Ashley and the Council began brainstorming by contributing to a list of the following items the Council would like to see improvements to:
Food, cleanliness, patient “retelling” of story, reduction of OR wait times, reduction of wait times for inpatient beds, family presence policy, parking (in saint john it does not take visa or debit card), patient access to test results, improvement to process of removing inaccurate information from medical records, wi-fi access at hospitals, TV’s in hospitals should be used therapeutically or educationally, relaxing music being utilized, bedside nursing reports at shift change, complimentary therapies.
Ashley will attend the next Council meeting to continue the process.
3.2 / Communications Update / Janet Hogan reported to the group, a public service announcement introducing the Patient & Family Advisory Council and its members was released. The Horizon Health Network website has posted biographies of the Patient Experience Advisors as well as the Agendas and Minutes of meetings. Recruitment of more Advisors to begin soon.
Over the last year time was spent reviewing Diagnostic Imaging, Therapeutics and Lab Services and how many patients are not attending pre booked appointments. A large number of appointments are not cancelled, patients just do not show up. This affects Horizons ability to provide timely and quality care to its patients. This has resulted in the Missed Appointment awareness initiative to encourage patients to attend their scheduled medical appointments or to call to cancel and rebook if they are unable to attend. This initiative will initially target the Fredericton area where data shows there are a number of programs with a high rate of no shows specifically in therapeutic services.
Horizon will use staff memos/meetings and skyline to communicate internally and will use posters, reminder stickers, a media champagne the website and social media to create public awareness. The campaign started in Fredericton week of August 18th, all clinics throughout the Fredericton area have a poster and they will post the number of missed appointments on them.
Automatic reminder calls are being piloted in Moncton this fall.
Automatic discharge feedback will be piloted in the future.
3.3 / Patient Advisors Engagement Tools / Elizabeth Cormier reported to the group they are working on a staff engagement toolkit for Patient & Family Centred Care so staff are aware on how to utilize Patient Experience Advisors.
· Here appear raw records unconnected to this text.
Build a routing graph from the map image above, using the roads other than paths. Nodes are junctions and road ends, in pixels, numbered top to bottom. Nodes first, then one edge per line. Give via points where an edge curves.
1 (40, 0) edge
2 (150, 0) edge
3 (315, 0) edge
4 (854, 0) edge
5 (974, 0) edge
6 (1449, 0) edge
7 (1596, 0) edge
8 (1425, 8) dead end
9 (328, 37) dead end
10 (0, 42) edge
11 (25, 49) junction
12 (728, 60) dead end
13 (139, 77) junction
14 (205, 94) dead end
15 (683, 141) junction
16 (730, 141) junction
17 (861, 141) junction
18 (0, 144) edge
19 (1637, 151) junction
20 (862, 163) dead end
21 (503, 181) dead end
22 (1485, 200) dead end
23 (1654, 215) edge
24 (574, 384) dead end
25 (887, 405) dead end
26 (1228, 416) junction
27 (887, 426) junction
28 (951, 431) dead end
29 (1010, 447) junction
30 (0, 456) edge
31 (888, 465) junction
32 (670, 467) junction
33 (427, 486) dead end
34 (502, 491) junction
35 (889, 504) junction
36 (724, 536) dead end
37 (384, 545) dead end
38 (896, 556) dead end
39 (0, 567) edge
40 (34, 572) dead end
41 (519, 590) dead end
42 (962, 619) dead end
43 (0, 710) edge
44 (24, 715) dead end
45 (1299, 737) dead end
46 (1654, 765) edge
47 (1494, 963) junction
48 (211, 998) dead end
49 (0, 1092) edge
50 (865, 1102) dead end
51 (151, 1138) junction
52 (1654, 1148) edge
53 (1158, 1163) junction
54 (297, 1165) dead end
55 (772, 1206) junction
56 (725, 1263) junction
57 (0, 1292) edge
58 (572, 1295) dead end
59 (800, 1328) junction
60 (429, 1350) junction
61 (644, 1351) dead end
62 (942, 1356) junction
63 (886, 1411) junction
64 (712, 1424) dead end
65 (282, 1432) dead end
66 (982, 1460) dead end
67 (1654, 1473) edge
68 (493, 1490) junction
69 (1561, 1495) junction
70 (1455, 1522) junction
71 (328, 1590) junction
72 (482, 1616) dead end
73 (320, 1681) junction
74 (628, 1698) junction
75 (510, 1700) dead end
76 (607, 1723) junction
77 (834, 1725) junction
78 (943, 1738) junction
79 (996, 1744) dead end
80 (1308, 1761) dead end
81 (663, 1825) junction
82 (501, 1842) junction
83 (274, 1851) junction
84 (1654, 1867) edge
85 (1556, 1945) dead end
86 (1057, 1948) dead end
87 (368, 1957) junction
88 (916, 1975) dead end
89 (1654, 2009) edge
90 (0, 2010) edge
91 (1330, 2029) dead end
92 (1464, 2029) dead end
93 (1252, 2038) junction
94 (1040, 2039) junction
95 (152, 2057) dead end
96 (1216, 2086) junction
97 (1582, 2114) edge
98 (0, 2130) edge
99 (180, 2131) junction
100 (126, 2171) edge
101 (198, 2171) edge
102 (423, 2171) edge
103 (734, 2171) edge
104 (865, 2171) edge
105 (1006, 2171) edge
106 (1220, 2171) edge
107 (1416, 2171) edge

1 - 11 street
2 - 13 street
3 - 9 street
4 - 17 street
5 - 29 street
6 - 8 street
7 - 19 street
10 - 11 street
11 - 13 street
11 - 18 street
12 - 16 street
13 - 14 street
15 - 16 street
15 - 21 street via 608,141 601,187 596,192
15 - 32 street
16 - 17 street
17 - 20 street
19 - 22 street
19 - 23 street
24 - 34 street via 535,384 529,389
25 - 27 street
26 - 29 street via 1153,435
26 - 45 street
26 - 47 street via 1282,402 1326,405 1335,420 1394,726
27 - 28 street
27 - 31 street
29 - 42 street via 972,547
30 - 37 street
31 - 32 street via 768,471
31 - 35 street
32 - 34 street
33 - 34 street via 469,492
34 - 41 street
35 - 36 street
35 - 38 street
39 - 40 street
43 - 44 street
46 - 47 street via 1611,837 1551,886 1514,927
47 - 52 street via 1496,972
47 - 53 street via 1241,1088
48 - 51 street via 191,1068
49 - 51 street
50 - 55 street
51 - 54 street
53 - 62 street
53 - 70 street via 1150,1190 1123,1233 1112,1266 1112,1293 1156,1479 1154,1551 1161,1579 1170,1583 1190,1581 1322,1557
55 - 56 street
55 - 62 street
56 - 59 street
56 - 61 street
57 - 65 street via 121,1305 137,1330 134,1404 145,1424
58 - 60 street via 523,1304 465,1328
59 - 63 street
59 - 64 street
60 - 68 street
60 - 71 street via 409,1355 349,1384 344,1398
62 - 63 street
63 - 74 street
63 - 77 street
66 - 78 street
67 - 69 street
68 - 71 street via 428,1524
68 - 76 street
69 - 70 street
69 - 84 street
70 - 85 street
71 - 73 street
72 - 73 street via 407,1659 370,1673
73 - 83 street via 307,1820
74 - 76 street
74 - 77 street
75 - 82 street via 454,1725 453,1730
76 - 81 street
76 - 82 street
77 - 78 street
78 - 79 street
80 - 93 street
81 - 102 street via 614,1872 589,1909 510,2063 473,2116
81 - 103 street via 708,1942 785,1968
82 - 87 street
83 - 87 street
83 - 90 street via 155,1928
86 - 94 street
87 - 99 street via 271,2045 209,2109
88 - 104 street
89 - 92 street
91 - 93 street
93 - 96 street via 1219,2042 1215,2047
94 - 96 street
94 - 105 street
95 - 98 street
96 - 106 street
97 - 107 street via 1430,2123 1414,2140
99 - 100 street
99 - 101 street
A Horizon toolkit will be developed to use for the working groups who will be working with the Patient Advisors.
When the Patient Advisors finish working on a team project, there needs to be a way to measure the effectiveness and if we are doing a good job. A Patient Experience Advisor Evaluation is being developed.
ACTION: Next meeting final draft of Toolkit and Evaluation to be distributed to the group
3.4 / Leslee Thompson / Mr. John McGarry shared with the group there will be a fall presentation by Leslee Thompson, CEO of Kingston General Hospital. Leslee is a preeminent voice on patient care in our country. She will be visiting to speak to several groups in NB on Tuesday October 28th. She will be speaking to all NB nurse managers and our Board of Directors on Wednesday October 29th. In attendance will be Horizon Sr. Management, Department of Health representatives, Vitalite representatives, Regional Medical Advisory Council and Mr. McGarry would like to extend the invite the Patient Advisory Council, Patient Experience Advisors, to attend as well.
ACTION: To advise members of details as they are received.
4.0 / Business Arising
4.1 / Hand Hygiene / The Hand Hygiene poster is being worked on with the communication team. Fiscal data has been prepared with an overview of Hand Hygiene within Horizon Health Network. There had been improvement in hand hygiene compliance, now up to 72%, with a target of 80%.
There have been 143 Hand Hygiene Champions trained across Horizon to provide daily reinforcement and complete audits on the unit level.
5.0 / Open Discussion
Patient Experience Advisor Handbook and Brochure / Elizabeth Cormier provided each member with a copy of the Patient Experience Handbook and brochure.
6.0 / Adjournment/Date of Next Meeting / Margaret Melanson and Penny Ericson will confer about next meeting date and members will be advised.